◆ Data for analysis:
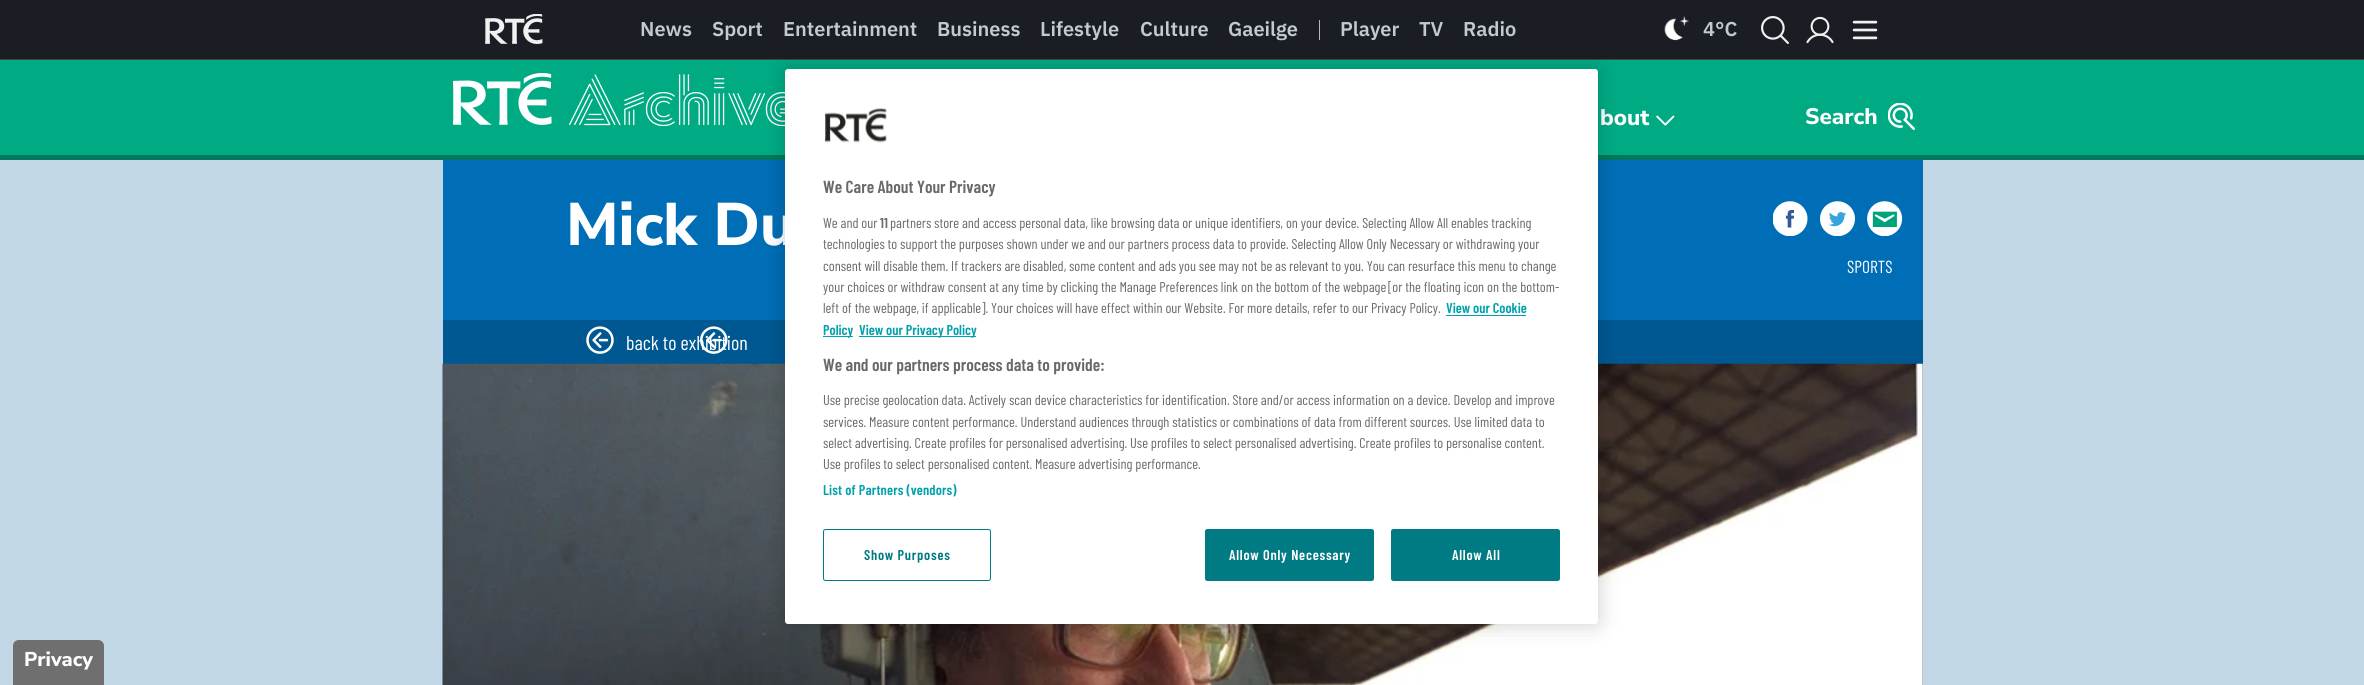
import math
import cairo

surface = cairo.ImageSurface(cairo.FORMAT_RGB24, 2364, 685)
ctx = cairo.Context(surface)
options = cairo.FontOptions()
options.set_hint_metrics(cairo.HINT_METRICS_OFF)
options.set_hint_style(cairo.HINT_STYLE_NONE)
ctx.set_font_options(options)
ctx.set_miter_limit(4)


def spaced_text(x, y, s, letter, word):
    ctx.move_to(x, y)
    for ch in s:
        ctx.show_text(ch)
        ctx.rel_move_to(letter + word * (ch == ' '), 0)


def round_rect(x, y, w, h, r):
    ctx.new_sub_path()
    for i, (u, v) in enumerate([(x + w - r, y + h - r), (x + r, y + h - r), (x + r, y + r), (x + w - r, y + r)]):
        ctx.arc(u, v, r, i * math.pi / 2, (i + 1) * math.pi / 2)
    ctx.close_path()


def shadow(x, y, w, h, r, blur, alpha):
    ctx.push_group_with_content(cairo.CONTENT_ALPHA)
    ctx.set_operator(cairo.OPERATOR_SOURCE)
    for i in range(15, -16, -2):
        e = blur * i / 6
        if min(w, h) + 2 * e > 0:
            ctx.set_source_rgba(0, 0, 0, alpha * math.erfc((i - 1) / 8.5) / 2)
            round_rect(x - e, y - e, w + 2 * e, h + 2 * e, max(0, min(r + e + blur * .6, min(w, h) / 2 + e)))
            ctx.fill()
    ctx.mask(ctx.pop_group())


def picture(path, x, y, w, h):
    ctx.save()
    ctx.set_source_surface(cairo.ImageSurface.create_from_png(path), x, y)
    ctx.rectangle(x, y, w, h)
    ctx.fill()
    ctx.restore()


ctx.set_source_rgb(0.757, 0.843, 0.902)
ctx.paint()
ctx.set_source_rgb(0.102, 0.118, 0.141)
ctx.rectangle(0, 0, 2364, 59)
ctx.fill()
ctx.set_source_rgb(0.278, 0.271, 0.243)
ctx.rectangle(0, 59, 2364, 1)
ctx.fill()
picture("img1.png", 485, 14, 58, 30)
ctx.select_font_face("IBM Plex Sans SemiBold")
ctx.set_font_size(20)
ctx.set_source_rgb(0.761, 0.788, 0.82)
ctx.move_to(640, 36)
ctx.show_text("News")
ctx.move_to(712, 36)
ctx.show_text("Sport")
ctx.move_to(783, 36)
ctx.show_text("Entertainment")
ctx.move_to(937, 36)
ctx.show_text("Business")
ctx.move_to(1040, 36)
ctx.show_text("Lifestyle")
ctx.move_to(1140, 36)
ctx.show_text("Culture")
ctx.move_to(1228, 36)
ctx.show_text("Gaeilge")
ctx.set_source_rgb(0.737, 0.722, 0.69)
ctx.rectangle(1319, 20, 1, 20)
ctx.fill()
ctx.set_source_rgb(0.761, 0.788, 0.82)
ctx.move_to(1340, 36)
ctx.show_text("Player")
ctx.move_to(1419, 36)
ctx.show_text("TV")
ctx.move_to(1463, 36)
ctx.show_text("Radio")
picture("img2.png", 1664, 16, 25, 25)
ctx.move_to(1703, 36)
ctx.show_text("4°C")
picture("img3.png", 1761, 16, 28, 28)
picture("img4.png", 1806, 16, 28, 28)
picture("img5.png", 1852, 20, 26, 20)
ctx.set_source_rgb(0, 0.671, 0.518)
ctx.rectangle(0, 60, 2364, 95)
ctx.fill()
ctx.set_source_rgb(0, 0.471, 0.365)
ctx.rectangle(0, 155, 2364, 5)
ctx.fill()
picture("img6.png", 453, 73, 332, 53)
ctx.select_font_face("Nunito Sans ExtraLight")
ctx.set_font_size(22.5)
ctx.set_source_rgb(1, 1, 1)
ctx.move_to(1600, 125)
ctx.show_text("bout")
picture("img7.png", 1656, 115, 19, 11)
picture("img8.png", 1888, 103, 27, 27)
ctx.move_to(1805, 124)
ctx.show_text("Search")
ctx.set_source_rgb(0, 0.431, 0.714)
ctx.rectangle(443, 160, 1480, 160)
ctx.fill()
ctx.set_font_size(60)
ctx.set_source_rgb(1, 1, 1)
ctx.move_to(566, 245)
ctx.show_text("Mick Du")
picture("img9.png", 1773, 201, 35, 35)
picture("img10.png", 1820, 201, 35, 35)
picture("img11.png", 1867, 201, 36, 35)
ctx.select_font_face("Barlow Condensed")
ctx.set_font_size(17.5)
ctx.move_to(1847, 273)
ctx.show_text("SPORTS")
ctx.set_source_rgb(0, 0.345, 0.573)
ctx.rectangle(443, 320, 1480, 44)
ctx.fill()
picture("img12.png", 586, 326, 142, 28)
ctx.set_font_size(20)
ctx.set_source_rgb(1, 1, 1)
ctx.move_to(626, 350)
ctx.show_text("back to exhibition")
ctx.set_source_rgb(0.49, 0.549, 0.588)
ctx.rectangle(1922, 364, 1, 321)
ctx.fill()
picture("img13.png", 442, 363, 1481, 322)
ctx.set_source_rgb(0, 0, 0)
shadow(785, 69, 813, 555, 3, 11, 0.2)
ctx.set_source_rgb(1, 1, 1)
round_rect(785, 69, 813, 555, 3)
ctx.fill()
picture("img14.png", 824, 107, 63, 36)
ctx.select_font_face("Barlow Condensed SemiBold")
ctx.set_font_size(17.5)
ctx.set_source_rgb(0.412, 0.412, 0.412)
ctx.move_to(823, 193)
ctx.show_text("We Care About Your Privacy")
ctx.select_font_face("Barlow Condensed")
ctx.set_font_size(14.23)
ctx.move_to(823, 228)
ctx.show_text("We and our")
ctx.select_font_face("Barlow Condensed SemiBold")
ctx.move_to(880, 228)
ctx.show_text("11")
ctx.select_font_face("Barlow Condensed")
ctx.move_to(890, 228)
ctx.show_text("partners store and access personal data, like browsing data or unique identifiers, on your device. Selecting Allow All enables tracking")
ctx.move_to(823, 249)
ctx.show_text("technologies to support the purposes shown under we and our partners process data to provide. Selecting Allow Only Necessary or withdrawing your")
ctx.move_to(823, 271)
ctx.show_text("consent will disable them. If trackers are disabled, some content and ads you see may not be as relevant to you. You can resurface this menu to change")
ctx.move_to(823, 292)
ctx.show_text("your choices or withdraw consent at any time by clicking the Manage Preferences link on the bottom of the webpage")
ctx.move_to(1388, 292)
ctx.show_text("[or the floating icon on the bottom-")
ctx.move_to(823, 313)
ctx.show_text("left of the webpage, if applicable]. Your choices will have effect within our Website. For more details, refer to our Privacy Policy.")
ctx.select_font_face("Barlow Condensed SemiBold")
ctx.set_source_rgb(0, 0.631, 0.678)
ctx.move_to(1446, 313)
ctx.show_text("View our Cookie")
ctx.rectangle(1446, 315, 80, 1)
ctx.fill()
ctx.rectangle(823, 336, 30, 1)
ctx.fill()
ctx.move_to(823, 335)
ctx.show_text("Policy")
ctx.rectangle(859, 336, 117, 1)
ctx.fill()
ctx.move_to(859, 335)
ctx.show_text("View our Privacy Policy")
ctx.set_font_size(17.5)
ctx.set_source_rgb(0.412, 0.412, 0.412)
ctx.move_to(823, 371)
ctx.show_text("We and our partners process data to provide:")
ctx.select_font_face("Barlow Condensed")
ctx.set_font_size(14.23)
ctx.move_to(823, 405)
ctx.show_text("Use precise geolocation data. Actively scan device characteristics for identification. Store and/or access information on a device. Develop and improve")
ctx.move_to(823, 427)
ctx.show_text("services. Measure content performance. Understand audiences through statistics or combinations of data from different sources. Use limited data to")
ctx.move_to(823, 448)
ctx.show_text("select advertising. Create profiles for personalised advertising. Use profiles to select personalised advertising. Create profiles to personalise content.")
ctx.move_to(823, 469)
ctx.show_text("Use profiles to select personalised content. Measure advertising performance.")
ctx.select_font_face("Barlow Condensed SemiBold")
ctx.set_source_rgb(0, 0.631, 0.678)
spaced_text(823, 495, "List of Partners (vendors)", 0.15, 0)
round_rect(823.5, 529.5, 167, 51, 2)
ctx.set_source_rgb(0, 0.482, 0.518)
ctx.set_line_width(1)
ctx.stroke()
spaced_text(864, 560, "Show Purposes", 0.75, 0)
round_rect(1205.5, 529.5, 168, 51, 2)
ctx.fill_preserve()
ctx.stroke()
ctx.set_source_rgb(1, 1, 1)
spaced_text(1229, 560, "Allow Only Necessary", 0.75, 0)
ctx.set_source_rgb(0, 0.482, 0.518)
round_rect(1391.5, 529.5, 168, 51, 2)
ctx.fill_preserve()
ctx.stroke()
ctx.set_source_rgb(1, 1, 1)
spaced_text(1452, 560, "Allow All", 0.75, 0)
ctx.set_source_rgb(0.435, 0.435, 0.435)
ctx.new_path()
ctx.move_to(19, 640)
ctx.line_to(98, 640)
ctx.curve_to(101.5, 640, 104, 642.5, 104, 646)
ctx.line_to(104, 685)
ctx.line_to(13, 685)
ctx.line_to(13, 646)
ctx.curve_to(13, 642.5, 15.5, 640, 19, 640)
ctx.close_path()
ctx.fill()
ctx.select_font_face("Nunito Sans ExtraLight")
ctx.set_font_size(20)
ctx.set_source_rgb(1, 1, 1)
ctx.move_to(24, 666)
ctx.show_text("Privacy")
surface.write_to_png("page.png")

◆ Exercise details: Pick out the lines above containing the word "ImageSurface", then copy them.

◆ Response:
surface = cairo.ImageSurface(cairo.FORMAT_RGB24, 2364, 685)
    ctx.set_source_surface(cairo.ImageSurface.create_from_png(path), x, y)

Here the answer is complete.